Integrating Google One-Tap sign-up/login with Auth0

fdss · January 18, 2019, 2:06pm

Hi,

Does anyone have any experience of integrating Google’s One-Tap signup functionality into Auth0 ???

I can get the widget to work, but I’m not sure what the next steps should be for connecting it to Auth0?

Thanks in advance,

Chris

fdss · January 18, 2019, 2:07pm

Documentation for One-Tap is here: https://developers.google.com/identity/one-tap/web/

konrad.sopala · January 18, 2019, 3:23pm

Hey there @fdss!

Can you provide me more context on the overall what you plan to build so I can potentially advise you what part of our stack and which docs you should refer to? I have no experience with Google’s One-Tap but that will for sure allow me to serve you better!

Thanks a lot!

crod28 · January 22, 2019, 10:51am

Hi there

We are currently trying to integrate Google One-tap (Übersicht | Authentication | Google Developers) with our website, which uses Auth0.

We’ve got to the point where successful sign-in using the one-tap popup returns an ID Token, however are now unsure how to integrate this with Auth0 to complete the login. Does anyone have experience with this or know how to get it to work?

Thanks in advance
Chris

hugo.gibson · January 29, 2019, 11:36am

I’ve done this using a M2M flow. The server receives the Google ID token, checks it, and then gets the users a token from Auth0 via the M2M flow. It’s not ideal.

Would be good to get Auth0 official guidance on this?

crod28 · January 29, 2019, 4:13pm

Hi Hugo,

Thanks for your reply.

Don’t suppose you’d be willing to share the code for the M2M part please?

peter-auth0 · February 28, 2019, 11:13pm

I don’t think using M2M is a good approach since that’s not meant for user-based flows. Rather, M2M (specifically OAuth 2.0 Client Credential Grant) is intended for machine-based flows where the resulting Access Token represents the app itself instead of the end user. I think the motivation of using M2M is to attempt to treat Auth0 as an STS and exchange a token from one issuer (Google’s ID Token) for one of another (your Auth0 tenant).

Consider this approach instead:

Perform the Google one tap flow, which results in obtaining an ID Token from Google in the browser
Decode the ID Token and extract the user’s email address. You can optionally validate the ID Token’s signature, but I think this isn’t necessary with the upcoming steps
Use Auth0.js’s authorize() method to perform an authentication flow with Auth0, passing a connection parameter with a value of google-oauth2 and a login_hint with a value of the email address you collected in step 2
Auth0 will perform a login flow directly against your Google social connection, passing the same email, which will avoid any sort of user picker prompt (in case you’re signed in with more than one account).

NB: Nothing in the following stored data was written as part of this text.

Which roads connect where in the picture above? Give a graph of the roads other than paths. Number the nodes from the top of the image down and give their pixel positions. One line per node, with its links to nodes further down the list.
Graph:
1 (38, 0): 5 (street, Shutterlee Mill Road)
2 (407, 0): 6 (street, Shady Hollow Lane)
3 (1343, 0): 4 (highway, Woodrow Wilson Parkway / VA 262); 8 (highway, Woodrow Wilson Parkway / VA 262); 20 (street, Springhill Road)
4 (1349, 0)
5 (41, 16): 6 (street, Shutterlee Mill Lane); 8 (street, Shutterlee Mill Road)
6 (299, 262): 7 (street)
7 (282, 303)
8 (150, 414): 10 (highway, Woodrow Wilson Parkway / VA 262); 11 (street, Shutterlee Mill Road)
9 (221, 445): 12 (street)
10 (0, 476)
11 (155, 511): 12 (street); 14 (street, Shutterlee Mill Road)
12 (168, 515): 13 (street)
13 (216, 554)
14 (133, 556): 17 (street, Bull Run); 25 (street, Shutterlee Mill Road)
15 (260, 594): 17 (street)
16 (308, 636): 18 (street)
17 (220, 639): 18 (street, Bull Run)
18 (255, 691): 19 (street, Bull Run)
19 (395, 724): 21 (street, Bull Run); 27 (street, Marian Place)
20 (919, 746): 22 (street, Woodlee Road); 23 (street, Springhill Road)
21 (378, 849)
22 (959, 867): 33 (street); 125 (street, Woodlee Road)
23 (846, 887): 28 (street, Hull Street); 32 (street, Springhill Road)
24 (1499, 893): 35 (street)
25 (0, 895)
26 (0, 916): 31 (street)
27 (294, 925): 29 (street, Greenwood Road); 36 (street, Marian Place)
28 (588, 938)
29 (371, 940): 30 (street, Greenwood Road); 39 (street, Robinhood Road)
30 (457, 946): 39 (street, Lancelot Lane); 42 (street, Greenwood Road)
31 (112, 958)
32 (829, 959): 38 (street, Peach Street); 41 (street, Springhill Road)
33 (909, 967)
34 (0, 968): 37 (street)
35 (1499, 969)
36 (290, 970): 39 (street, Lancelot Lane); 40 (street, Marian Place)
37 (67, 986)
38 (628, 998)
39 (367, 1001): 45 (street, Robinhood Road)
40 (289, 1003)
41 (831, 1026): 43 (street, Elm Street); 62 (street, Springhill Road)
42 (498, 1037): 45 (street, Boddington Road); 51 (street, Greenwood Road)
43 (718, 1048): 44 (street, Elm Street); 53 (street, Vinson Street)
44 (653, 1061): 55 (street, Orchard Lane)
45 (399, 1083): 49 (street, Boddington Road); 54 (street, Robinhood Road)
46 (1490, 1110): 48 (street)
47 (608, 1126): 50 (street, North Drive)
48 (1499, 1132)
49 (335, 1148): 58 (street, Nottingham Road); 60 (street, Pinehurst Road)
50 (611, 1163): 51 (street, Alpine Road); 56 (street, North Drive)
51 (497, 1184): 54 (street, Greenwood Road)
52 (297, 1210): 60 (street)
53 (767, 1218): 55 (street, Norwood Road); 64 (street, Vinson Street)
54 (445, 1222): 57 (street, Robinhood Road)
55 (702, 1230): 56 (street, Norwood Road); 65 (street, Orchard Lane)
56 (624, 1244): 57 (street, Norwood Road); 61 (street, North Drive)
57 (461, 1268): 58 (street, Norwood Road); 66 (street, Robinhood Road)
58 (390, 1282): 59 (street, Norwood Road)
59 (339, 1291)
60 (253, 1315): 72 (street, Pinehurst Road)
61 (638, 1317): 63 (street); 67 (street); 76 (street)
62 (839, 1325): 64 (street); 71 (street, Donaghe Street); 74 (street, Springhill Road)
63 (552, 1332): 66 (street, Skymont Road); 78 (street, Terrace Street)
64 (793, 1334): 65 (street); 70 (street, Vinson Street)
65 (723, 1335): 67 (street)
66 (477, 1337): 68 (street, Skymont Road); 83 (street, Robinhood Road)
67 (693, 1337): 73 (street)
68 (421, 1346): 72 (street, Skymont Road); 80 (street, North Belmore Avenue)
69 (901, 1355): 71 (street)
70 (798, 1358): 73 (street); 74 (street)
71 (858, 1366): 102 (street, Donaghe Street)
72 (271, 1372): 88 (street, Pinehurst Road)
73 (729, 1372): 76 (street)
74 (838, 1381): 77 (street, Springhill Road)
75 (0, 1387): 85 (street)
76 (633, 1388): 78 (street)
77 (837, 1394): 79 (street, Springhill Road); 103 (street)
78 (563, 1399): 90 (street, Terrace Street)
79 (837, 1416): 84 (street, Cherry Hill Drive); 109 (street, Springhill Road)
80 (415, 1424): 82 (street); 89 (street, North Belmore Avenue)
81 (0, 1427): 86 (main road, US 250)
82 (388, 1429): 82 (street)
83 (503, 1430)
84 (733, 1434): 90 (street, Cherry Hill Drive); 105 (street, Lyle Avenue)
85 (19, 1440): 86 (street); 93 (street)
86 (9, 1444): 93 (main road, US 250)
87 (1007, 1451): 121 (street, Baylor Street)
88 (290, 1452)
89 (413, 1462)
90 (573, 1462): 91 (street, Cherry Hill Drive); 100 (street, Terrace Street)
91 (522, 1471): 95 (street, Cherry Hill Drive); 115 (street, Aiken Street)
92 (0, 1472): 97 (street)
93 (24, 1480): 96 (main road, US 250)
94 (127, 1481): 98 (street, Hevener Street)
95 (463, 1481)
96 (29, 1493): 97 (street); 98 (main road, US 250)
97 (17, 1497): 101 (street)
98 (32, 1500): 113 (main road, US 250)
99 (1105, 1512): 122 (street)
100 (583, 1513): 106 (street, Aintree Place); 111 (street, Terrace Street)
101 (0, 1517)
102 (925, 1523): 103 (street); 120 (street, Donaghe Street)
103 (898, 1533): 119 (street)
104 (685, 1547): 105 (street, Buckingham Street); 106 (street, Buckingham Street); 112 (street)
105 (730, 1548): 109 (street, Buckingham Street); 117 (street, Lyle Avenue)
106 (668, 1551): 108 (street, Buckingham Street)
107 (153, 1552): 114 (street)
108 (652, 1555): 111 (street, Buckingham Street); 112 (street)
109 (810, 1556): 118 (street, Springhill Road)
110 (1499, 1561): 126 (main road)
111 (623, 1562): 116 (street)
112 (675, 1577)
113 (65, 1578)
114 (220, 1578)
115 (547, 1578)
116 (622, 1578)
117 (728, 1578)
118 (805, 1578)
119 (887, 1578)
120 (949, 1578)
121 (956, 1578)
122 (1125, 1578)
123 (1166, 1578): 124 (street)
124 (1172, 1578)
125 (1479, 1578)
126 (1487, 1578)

And since you already have a session with Google, you will automatically SSO through.

Of course, you do need to ensure you have a Google connection set up in your Auth0 tenant first.

konrad.sopala · March 1, 2019, 8:28am

Thanks a lot @peter-auth0 for sharing that!

system · March 16, 2019, 8:28am

This topic was automatically closed 15 days after the last reply. New replies are no longer allowed.